La parlamentare socialista europea Adriana Maldonado ha inviato una lettera con un chiaro approccio anti-gioco a tutti i membri del Parlamento europeo per raccogliere il numero massimo di firme e inviarlo al commissario per il mercato interno, Thierry Breton, con l’obiettivo di regolamentare il gioco online in europa e , in particolare, la sua pubblicità.

L’iniziativa promossa dall’eurodeputato PSN-PSOE, membro della commissione per il mercato interno e la protezione dei consumatori, mira a “mettere in guardia sul problema dei giochi online a livello sociale e nazionale in tutti gli Stati membri”, ha spiegato il PSN in una dichiarazione.

“La digitalizzazione che sta avvenendo in tutti i settori e l’accesso facile e veloce che abbiamo su Internet fanno sì che questo mercato dei giochi online sia aumentato in modo sostanziale in tutta Europa. Le persone vulnerabili, minori e persone di qualsiasi fascia d’età stanno diventando dipendenti da questi giochi online e offline.

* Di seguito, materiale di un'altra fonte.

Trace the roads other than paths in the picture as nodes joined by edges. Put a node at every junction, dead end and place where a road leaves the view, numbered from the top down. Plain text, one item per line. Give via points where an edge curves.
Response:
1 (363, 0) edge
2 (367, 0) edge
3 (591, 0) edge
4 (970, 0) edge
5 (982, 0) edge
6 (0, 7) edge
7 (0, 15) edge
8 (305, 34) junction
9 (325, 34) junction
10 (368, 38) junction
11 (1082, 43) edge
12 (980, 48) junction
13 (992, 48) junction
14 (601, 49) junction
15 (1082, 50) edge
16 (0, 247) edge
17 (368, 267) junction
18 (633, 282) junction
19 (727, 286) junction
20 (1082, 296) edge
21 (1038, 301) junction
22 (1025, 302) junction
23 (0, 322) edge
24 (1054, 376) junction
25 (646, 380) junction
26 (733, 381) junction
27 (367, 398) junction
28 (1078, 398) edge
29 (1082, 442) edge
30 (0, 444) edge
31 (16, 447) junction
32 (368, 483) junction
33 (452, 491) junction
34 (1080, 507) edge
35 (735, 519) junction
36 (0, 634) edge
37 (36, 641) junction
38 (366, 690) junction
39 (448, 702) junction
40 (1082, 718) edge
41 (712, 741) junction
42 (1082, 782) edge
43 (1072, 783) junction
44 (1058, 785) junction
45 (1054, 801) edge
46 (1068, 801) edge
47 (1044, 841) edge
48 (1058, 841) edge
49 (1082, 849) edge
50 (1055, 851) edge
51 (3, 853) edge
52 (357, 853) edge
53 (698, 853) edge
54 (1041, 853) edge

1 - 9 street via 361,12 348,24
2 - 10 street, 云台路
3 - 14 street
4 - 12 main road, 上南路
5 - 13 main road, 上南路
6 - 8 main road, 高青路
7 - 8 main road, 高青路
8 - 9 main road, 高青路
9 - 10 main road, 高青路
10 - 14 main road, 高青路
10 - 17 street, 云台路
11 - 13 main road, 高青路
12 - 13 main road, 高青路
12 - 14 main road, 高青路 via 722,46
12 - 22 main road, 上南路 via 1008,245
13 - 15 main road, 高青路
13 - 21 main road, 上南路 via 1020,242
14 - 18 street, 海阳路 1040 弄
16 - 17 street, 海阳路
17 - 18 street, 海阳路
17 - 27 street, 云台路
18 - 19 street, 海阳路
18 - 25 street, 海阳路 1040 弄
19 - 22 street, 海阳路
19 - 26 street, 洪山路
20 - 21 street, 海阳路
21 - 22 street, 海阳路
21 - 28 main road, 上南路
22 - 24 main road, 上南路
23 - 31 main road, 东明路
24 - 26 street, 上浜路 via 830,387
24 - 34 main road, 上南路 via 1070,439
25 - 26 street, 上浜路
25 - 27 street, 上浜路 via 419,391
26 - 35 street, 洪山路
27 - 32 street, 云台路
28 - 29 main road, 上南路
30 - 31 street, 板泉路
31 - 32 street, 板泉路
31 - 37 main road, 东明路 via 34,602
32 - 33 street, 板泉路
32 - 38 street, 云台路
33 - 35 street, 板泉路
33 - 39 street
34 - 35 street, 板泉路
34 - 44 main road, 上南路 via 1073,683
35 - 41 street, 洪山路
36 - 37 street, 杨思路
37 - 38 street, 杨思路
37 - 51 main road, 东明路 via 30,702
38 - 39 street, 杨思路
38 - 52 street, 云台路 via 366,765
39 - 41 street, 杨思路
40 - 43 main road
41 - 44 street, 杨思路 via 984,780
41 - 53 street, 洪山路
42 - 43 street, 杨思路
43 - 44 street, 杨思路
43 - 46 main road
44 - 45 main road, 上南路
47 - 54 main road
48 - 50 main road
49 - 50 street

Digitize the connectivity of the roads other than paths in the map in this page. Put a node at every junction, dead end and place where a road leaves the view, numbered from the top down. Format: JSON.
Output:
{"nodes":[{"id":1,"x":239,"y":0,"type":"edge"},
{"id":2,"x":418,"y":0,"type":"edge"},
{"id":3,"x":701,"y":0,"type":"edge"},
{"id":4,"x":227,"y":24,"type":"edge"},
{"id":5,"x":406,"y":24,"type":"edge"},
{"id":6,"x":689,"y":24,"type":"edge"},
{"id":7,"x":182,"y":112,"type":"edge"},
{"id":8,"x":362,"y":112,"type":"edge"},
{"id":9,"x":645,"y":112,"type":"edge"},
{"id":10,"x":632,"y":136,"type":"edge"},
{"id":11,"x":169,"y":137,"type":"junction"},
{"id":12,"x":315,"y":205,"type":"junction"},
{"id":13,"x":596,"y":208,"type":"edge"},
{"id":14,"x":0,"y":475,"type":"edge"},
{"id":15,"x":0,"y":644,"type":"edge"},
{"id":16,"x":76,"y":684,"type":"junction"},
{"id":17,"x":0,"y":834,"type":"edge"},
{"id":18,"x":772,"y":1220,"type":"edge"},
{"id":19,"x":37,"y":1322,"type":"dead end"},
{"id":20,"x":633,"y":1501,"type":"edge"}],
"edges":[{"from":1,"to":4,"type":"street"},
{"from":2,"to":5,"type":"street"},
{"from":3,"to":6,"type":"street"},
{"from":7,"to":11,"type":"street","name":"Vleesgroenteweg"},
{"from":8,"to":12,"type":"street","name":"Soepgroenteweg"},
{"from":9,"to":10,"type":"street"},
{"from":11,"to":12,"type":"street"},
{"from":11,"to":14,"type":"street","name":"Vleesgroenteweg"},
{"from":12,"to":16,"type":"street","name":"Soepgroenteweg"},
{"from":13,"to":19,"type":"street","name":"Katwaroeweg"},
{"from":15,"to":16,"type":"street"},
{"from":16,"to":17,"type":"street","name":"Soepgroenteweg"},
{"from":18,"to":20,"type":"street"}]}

Nonostante i tentativi della Commissione di consentire volontariamente agli Stati membri di condividere le buone pratiche, cooperare tra loro e persino applicare le misure o le riforme necessarie nei loro paesi, non sono stati sufficienti. Il problema che affrontiamo oggi con la mancanza di legislazione e l’immediatezza di Internet è più grave di un decennio fa. Nel 2012 la Commissione ha presentato una comunicazione e creato un gruppo di esperti il ​​cui mandato è scaduto senza che siano state adottate conclusioni. Nel 2014 la Commissione europea ha anche pubblicato una raccomandazione, che prevedeva una revisione dell’attuazione negli Stati membri nel 2017 e non si è ancora verificata.

Oltre a tutto quanto sopra, la pubblicità dei giochi online è anche una competizione nazionale ed è regolata in modo diverso a seconda degli Stati o non è affatto regolata, come già indicato dal Parlamento europeo nella sua risoluzione sul gioco d’azzardo online nel mercato interno nel 2012.

Alcuni operatori che operano nel mercato online e offline traggono vantaggio dalle lacune giuridiche . La Commissione fa solo un vago riferimento alla pubblicità considerandola nella sua raccomandazione del 2014 sulla protezione e la prevenzione dei consumatori dei giochi online tra i minori

Riteniamo che per avere un forte mercato unico digitale sia necessario armonizzare la legislazione dell’Unione europea in questo settore, stabilendo standard minimi in cui tutti gli operatori e attori coinvolti abbiano un posto, in condizioni eque e tutelando gli interessi finanziari di gli stati membri.

Questa legislazione, nella sua parte più sociale, deve comprendere anche la protezione dei gruppi sociali più vulnerabili, dei minori, dei consumatori e, in ultima analisi, di tutti i cittadini europei che potrebbero essere esposti a queste pratiche abusive che molte aziende attuano”.

 

Nella lettera sottolinea che “gli sforzi della Commissione europea per i paesi dell’UE di condividere le buone pratiche, cooperare tra loro e persino applicare le misure volontariamente, non sono stati sufficienti”. Esortando, a sua volta, la Commissione europea a stabilire “un quadro legislativo in questo settore perché la pubblicità responsabile è indispensabile. Queste pubblicità sono spesso fuorvianti e distorte, il che può portare a comportamenti folli e dannosi. È necessario stabilire una legislazione comune per tutta l’Europa in materia di pubblicità per il gioco online allo scopo di limitare i suoi effetti più dannosi “, conclude la lettera.